[Aim of the exercise]
This task calls for copying every line of the records that includes the word "Baggio".

Collected data entries:
Content starts
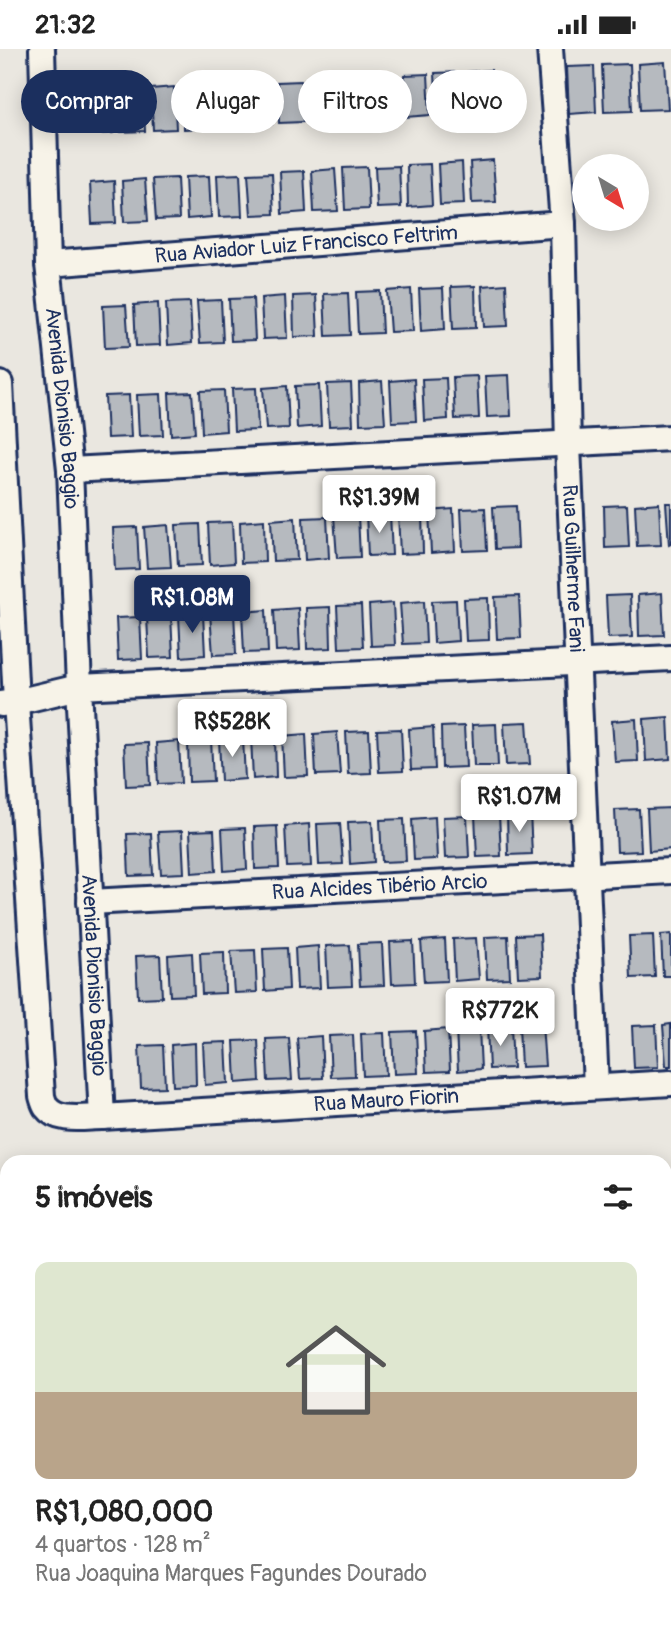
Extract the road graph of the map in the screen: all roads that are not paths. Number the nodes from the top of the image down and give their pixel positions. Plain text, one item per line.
1 (42, 49) edge
2 (550, 49) edge
3 (563, 224) junction
4 (48, 264) junction
5 (0, 384) edge
6 (671, 438) edge
7 (568, 445) junction
8 (70, 470) junction
9 (3, 473) edge
10 (671, 658) edge
11 (577, 663) junction
12 (79, 687) junction
13 (8, 703) edge
14 (671, 871) edge
15 (586, 875) junction
16 (90, 902) junction
17 (671, 1083) edge
18 (596, 1087) junction
19 (102, 1117) junction

1 - 4 street, Avenida Dionisio Baggio
2 - 3 street, Rua Guilherme Fani
3 - 4 street, Rua Aviador Luiz Francisco Feltrim
3 - 7 street, Rua Guilherme Fani
4 - 8 street, Avenida Dionisio Baggio
5 - 9 street
6 - 7 street
7 - 8 street
7 - 11 street, Rua Guilherme Fani
8 - 12 street, Avenida Dionisio Baggio
9 - 13 street
10 - 11 street
11 - 12 street
11 - 15 street, Rua Guilherme Fani
12 - 13 street
12 - 16 street, Avenida Dionisio Baggio
13 - 19 street
14 - 15 street, Rua Alcides Tibério Arcio
15 - 16 street, Rua Alcides Tibério Arcio
15 - 18 street, Rua Guilherme Fani
16 - 19 street, Avenida Dionisio Baggio
17 - 18 street, Rua Mauro Fiorin
18 - 19 street, Rua Mauro Fiorin

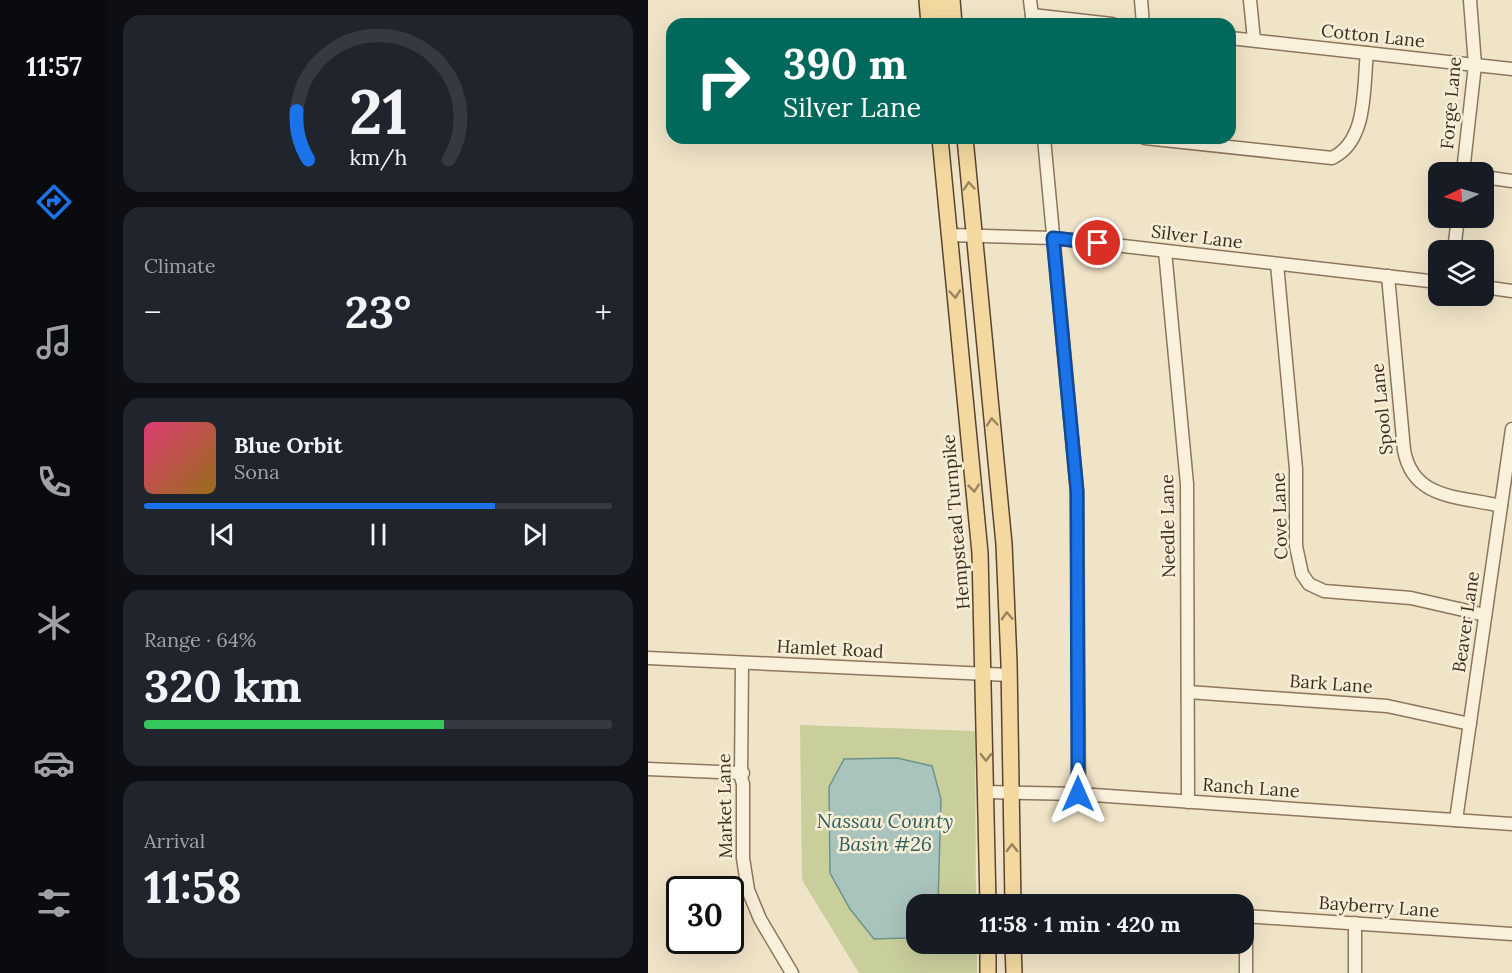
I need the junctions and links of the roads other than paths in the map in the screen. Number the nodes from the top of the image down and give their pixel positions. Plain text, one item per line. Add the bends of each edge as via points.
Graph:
1 (927, 0) edge
2 (939, 0) edge
3 (952, 0) edge
4 (1030, 0) edge
5 (1140, 0) edge
6 (1250, 0) edge
7 (1470, 0) edge
8 (928, 18) edge
9 (941, 18) edge
10 (954, 18) edge
11 (1032, 18) edge
12 (1142, 18) edge
13 (1236, 38) edge
14 (1254, 40) junction
15 (1367, 53) junction
16 (1475, 65) junction
17 (1512, 69) edge
18 (941, 144) edge
19 (964, 144) edge
20 (1045, 144) edge
21 (1201, 144) edge
22 (1464, 162) edge
23 (1494, 178) edge
24 (1512, 181) edge
25 (974, 234) junction
26 (950, 236) junction
27 (1053, 238) junction
28 (1165, 251) junction
29 (1277, 264) junction
30 (1388, 276) junction
31 (1428, 281) edge
32 (1494, 288) edge
33 (1512, 291) edge
34 (1512, 429) edge
35 (1501, 506) junction
36 (1485, 615) junction
37 (648, 658) edge
38 (742, 663) junction
39 (984, 675) junction
40 (1009, 675) junction
41 (1188, 692) junction
42 (1470, 724) junction
43 (648, 768) edge
44 (742, 773) junction
45 (987, 792) junction
46 (1011, 792) junction
47 (1078, 794) junction
48 (1188, 802) junction
49 (1456, 820) junction
50 (1512, 824) edge
51 (988, 894) edge
52 (1013, 894) edge
53 (1254, 917) edge
54 (1355, 924) junction
55 (1512, 934) edge
56 (988, 954) edge
57 (1013, 954) edge
58 (1246, 954) edge
59 (792, 973) edge
60 (988, 973) edge
61 (1014, 973) edge
62 (1246, 973) edge
63 (1355, 973) edge

1 - 8 main road
2 - 9 main road
3 - 10 main road
4 - 11 street
5 - 12 street
6 - 14 street
7 - 16 street, Forge Lane
13 - 14 street, Cotton Lane
14 - 15 street, Cotton Lane
15 - 16 street, Cotton Lane
15 - 21 street via 1358,131 1350,146 1332,158
16 - 17 street, Cotton Lane
16 - 22 street, Forge Lane
18 - 26 main road, Hempstead Turnpike
25 -> 19 main road
20 - 27 street
23 - 24 street
25 - 26 street, Silver Lane
25 - 27 street, Silver Lane
40 -> 25 main road via 1004,544
26 -> 39 main road, Hempstead Turnpike via 980,553
27 - 28 street, Silver Lane
27 - 47 street via 1077,491
28 - 29 street, Silver Lane
28 - 41 street, Needle Lane via 1187,484
29 - 30 street, Silver Lane
29 - 36 street, Cove Lane via 1296,469 1296,546 1302,574 1309,584 1324,591 1411,598
30 - 31 street, Silver Lane
30 - 35 street, Spool Lane via 1409,470 1429,490
32 - 33 street
34 - 35 street, Beaver Lane
35 - 36 street, Beaver Lane
36 - 42 street, Beaver Lane
37 - 38 street, Hamlet Road
38 - 39 street, Hamlet Road
38 - 44 street, Market Lane
39 - 40 street, Hamlet Road
39 -> 45 main road, Hempstead Turnpike
40 - 46 main road
41 - 42 street, Bark Lane via 1387,706
41 - 48 street, Needle Lane
42 - 49 street, Beaver Lane
43 - 44 street
44 - 59 street, Market Lane via 743,858 748,890
45 - 46 street, Ranch Lane
45 - 51 main road, Hempstead Turnpike
46 - 47 street, Ranch Lane
52 -> 46 main road
47 - 48 street, Ranch Lane
48 - 49 street, Ranch Lane
49 - 50 street, Ranch Lane
53 - 54 street, Bayberry Lane
54 - 55 street, Bayberry Lane
54 - 63 street
56 - 60 main road
57 - 61 main road
58 - 62 street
Content ends
[Result]
1 - 4 street, Avenida Dionisio Baggio
4 - 8 street, Avenida Dionisio Baggio
8 - 12 street, Avenida Dionisio Baggio
12 - 16 street, Avenida Dionisio Baggio
16 - 19 street, Avenida Dionisio Baggio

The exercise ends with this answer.